* What to work on
Reproduce verbatim all of the data given below, but do not carry over the images.

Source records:
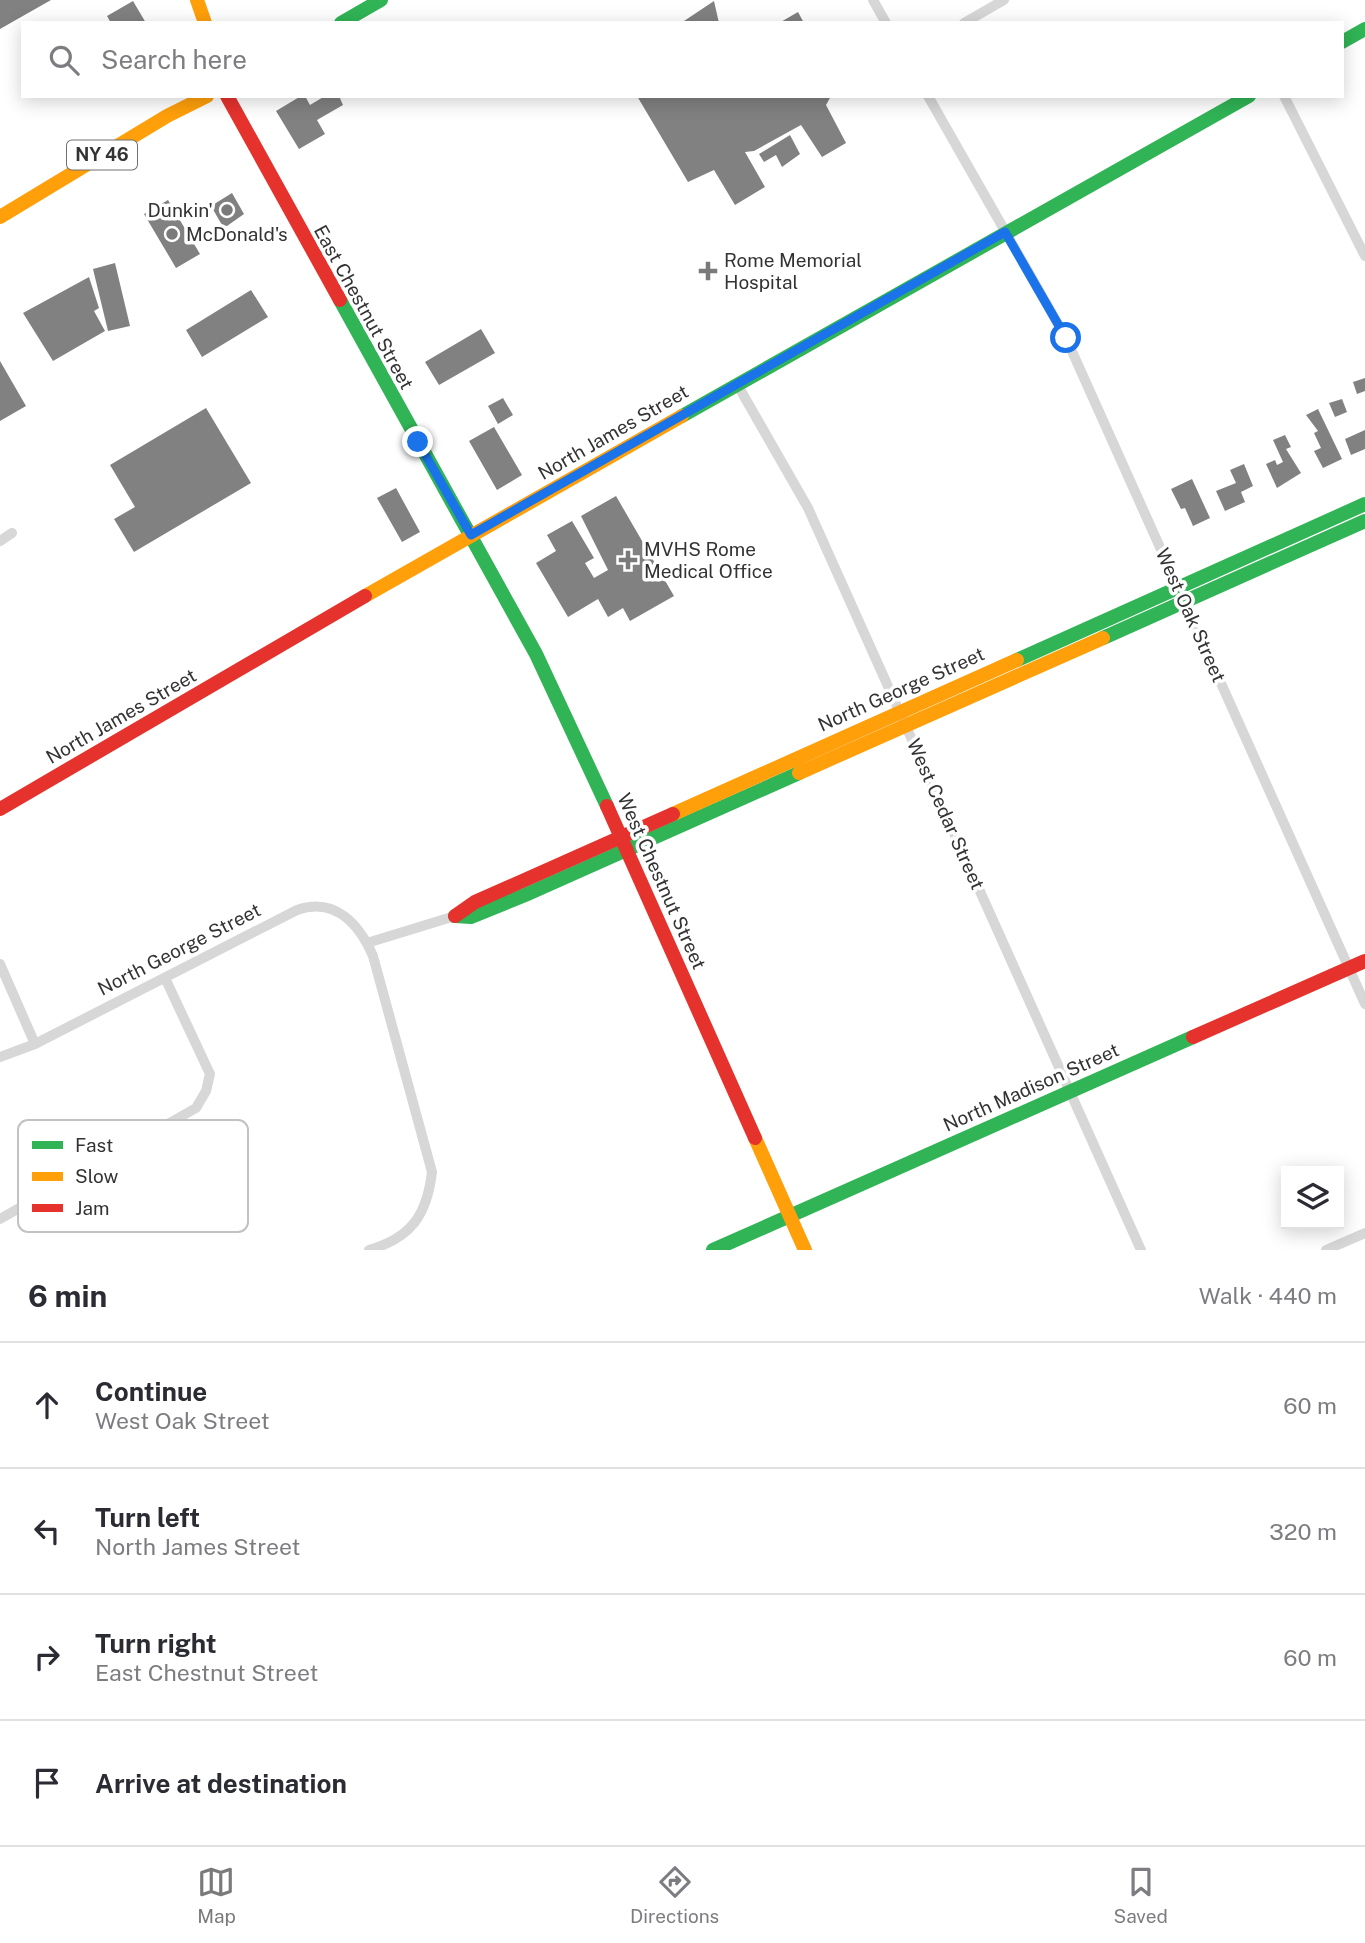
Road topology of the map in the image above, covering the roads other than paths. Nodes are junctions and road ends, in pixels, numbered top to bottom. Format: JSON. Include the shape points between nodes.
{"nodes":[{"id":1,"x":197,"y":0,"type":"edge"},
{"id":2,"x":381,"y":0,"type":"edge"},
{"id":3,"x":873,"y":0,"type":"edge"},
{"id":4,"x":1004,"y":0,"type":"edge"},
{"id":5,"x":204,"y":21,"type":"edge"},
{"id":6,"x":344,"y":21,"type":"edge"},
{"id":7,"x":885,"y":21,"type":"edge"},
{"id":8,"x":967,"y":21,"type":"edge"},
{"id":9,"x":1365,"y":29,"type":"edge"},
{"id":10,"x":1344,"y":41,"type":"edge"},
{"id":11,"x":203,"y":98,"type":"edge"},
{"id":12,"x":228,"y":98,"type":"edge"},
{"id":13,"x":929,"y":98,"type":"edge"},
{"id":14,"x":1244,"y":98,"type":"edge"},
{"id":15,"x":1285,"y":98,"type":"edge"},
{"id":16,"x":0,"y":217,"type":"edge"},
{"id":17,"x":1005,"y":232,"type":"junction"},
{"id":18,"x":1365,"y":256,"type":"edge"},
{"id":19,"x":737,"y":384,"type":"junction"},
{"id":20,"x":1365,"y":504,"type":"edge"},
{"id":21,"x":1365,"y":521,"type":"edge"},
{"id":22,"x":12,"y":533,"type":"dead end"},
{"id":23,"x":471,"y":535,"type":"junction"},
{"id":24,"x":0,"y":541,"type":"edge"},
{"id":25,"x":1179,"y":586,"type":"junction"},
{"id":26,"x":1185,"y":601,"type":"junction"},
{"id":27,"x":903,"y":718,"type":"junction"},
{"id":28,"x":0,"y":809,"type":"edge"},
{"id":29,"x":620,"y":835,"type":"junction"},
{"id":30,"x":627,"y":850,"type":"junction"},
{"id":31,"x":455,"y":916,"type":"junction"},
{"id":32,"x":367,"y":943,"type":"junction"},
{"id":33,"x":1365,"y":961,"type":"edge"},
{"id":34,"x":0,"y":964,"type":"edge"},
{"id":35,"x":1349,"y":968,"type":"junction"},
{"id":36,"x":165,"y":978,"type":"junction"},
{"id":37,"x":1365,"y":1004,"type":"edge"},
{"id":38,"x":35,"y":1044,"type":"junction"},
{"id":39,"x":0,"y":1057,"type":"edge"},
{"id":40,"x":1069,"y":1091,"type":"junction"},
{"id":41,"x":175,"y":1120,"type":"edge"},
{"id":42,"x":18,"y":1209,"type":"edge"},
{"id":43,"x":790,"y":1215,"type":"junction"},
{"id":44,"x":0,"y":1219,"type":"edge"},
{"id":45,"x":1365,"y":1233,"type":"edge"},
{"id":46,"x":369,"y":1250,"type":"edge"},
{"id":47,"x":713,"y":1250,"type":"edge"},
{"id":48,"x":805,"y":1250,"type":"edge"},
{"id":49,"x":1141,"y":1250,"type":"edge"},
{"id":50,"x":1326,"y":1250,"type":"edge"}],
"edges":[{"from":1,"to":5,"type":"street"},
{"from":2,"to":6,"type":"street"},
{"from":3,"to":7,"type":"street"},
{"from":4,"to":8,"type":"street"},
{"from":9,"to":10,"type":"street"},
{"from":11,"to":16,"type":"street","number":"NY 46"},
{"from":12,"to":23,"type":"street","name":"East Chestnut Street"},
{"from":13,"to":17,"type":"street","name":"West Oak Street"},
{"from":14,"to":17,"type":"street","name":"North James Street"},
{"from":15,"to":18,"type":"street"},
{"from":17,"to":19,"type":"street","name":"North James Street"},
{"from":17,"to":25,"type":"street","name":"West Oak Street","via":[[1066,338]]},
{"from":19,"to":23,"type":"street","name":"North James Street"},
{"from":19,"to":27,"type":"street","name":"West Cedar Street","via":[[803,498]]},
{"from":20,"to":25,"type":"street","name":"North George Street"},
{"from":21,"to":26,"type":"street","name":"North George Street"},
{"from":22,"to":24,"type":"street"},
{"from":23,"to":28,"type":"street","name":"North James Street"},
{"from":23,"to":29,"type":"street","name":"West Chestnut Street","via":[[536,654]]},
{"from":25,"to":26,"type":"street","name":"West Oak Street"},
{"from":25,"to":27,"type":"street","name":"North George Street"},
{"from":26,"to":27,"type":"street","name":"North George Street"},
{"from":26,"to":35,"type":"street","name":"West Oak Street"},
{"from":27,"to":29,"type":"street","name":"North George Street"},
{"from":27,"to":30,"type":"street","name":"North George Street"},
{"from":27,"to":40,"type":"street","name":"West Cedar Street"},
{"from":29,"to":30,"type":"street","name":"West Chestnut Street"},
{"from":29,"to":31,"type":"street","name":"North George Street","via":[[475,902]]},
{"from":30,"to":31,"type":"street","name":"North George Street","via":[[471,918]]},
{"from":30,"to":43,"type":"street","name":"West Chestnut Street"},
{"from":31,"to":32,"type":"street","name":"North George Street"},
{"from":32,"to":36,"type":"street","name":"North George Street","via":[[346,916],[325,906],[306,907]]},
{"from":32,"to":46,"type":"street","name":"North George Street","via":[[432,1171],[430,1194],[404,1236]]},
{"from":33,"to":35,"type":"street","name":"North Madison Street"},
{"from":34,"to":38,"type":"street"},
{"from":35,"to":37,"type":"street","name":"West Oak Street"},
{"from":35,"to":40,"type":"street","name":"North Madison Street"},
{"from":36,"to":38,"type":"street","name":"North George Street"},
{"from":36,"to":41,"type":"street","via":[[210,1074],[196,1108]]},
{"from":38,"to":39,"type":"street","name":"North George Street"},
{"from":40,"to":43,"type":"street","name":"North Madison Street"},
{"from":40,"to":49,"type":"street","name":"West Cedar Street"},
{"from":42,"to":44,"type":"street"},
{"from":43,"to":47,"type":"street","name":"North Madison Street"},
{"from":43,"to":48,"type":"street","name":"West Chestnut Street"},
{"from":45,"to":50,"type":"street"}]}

* Your solution
Road topology of the map in the image above, covering the roads other than paths. Nodes are junctions and road ends, in pixels, numbered top to bottom. Format: JSON. Include the shape points between nodes.
{"nodes":[{"id":1,"x":197,"y":0,"type":"edge"},
{"id":2,"x":381,"y":0,"type":"edge"},
{"id":3,"x":873,"y":0,"type":"edge"},
{"id":4,"x":1004,"y":0,"type":"edge"},
{"id":5,"x":204,"y":21,"type":"edge"},
{"id":6,"x":344,"y":21,"type":"edge"},
{"id":7,"x":885,"y":21,"type":"edge"},
{"id":8,"x":967,"y":21,"type":"edge"},
{"id":9,"x":1365,"y":29,"type":"edge"},
{"id":10,"x":1344,"y":41,"type":"edge"},
{"id":11,"x":203,"y":98,"type":"edge"},
{"id":12,"x":228,"y":98,"type":"edge"},
{"id":13,"x":929,"y":98,"type":"edge"},
{"id":14,"x":1244,"y":98,"type":"edge"},
{"id":15,"x":1285,"y":98,"type":"edge"},
{"id":16,"x":0,"y":217,"type":"edge"},
{"id":17,"x":1005,"y":232,"type":"junction"},
{"id":18,"x":1365,"y":256,"type":"edge"},
{"id":19,"x":737,"y":384,"type":"junction"},
{"id":20,"x":1365,"y":504,"type":"edge"},
{"id":21,"x":1365,"y":521,"type":"edge"},
{"id":22,"x":12,"y":533,"type":"dead end"},
{"id":23,"x":471,"y":535,"type":"junction"},
{"id":24,"x":0,"y":541,"type":"edge"},
{"id":25,"x":1179,"y":586,"type":"junction"},
{"id":26,"x":1185,"y":601,"type":"junction"},
{"id":27,"x":903,"y":718,"type":"junction"},
{"id":28,"x":0,"y":809,"type":"edge"},
{"id":29,"x":620,"y":835,"type":"junction"},
{"id":30,"x":627,"y":850,"type":"junction"},
{"id":31,"x":455,"y":916,"type":"junction"},
{"id":32,"x":367,"y":943,"type":"junction"},
{"id":33,"x":1365,"y":961,"type":"edge"},
{"id":34,"x":0,"y":964,"type":"edge"},
{"id":35,"x":1349,"y":968,"type":"junction"},
{"id":36,"x":165,"y":978,"type":"junction"},
{"id":37,"x":1365,"y":1004,"type":"edge"},
{"id":38,"x":35,"y":1044,"type":"junction"},
{"id":39,"x":0,"y":1057,"type":"edge"},
{"id":40,"x":1069,"y":1091,"type":"junction"},
{"id":41,"x":175,"y":1120,"type":"edge"},
{"id":42,"x":18,"y":1209,"type":"edge"},
{"id":43,"x":790,"y":1215,"type":"junction"},
{"id":44,"x":0,"y":1219,"type":"edge"},
{"id":45,"x":1365,"y":1233,"type":"edge"},
{"id":46,"x":369,"y":1250,"type":"edge"},
{"id":47,"x":713,"y":1250,"type":"edge"},
{"id":48,"x":805,"y":1250,"type":"edge"},
{"id":49,"x":1141,"y":1250,"type":"edge"},
{"id":50,"x":1326,"y":1250,"type":"edge"}],
"edges":[{"from":1,"to":5,"type":"street"},
{"from":2,"to":6,"type":"street"},
{"from":3,"to":7,"type":"street"},
{"from":4,"to":8,"type":"street"},
{"from":9,"to":10,"type":"street"},
{"from":11,"to":16,"type":"street","number":"NY 46"},
{"from":12,"to":23,"type":"street","name":"East Chestnut Street"},
{"from":13,"to":17,"type":"street","name":"West Oak Street"},
{"from":14,"to":17,"type":"street","name":"North James Street"},
{"from":15,"to":18,"type":"street"},
{"from":17,"to":19,"type":"street","name":"North James Street"},
{"from":17,"to":25,"type":"street","name":"West Oak Street","via":[[1066,338]]},
{"from":19,"to":23,"type":"street","name":"North James Street"},
{"from":19,"to":27,"type":"street","name":"West Cedar Street","via":[[803,498]]},
{"from":20,"to":25,"type":"street","name":"North George Street"},
{"from":21,"to":26,"type":"street","name":"North George Street"},
{"from":22,"to":24,"type":"street"},
{"from":23,"to":28,"type":"street","name":"North James Street"},
{"from":23,"to":29,"type":"street","name":"West Chestnut Street","via":[[536,654]]},
{"from":25,"to":26,"type":"street","name":"West Oak Street"},
{"from":25,"to":27,"type":"street","name":"North George Street"},
{"from":26,"to":27,"type":"street","name":"North George Street"},
{"from":26,"to":35,"type":"street","name":"West Oak Street"},
{"from":27,"to":29,"type":"street","name":"North George Street"},
{"from":27,"to":30,"type":"street","name":"North George Street"},
{"from":27,"to":40,"type":"street","name":"West Cedar Street"},
{"from":29,"to":30,"type":"street","name":"West Chestnut Street"},
{"from":29,"to":31,"type":"street","name":"North George Street","via":[[475,902]]},
{"from":30,"to":31,"type":"street","name":"North George Street","via":[[471,918]]},
{"from":30,"to":43,"type":"street","name":"West Chestnut Street"},
{"from":31,"to":32,"type":"street","name":"North George Street"},
{"from":32,"to":36,"type":"street","name":"North George Street","via":[[346,916],[325,906],[306,907]]},
{"from":32,"to":46,"type":"street","name":"North George Street","via":[[432,1171],[430,1194],[404,1236]]},
{"from":33,"to":35,"type":"street","name":"North Madison Street"},
{"from":34,"to":38,"type":"street"},
{"from":35,"to":37,"type":"street","name":"West Oak Street"},
{"from":35,"to":40,"type":"street","name":"North Madison Street"},
{"from":36,"to":38,"type":"street","name":"North George Street"},
{"from":36,"to":41,"type":"street","via":[[210,1074],[196,1108]]},
{"from":38,"to":39,"type":"street","name":"North George Street"},
{"from":40,"to":43,"type":"street","name":"North Madison Street"},
{"from":40,"to":49,"type":"street","name":"West Cedar Street"},
{"from":42,"to":44,"type":"street"},
{"from":43,"to":47,"type":"street","name":"North Madison Street"},
{"from":43,"to":48,"type":"street","name":"West Chestnut Street"},
{"from":45,"to":50,"type":"street"}]}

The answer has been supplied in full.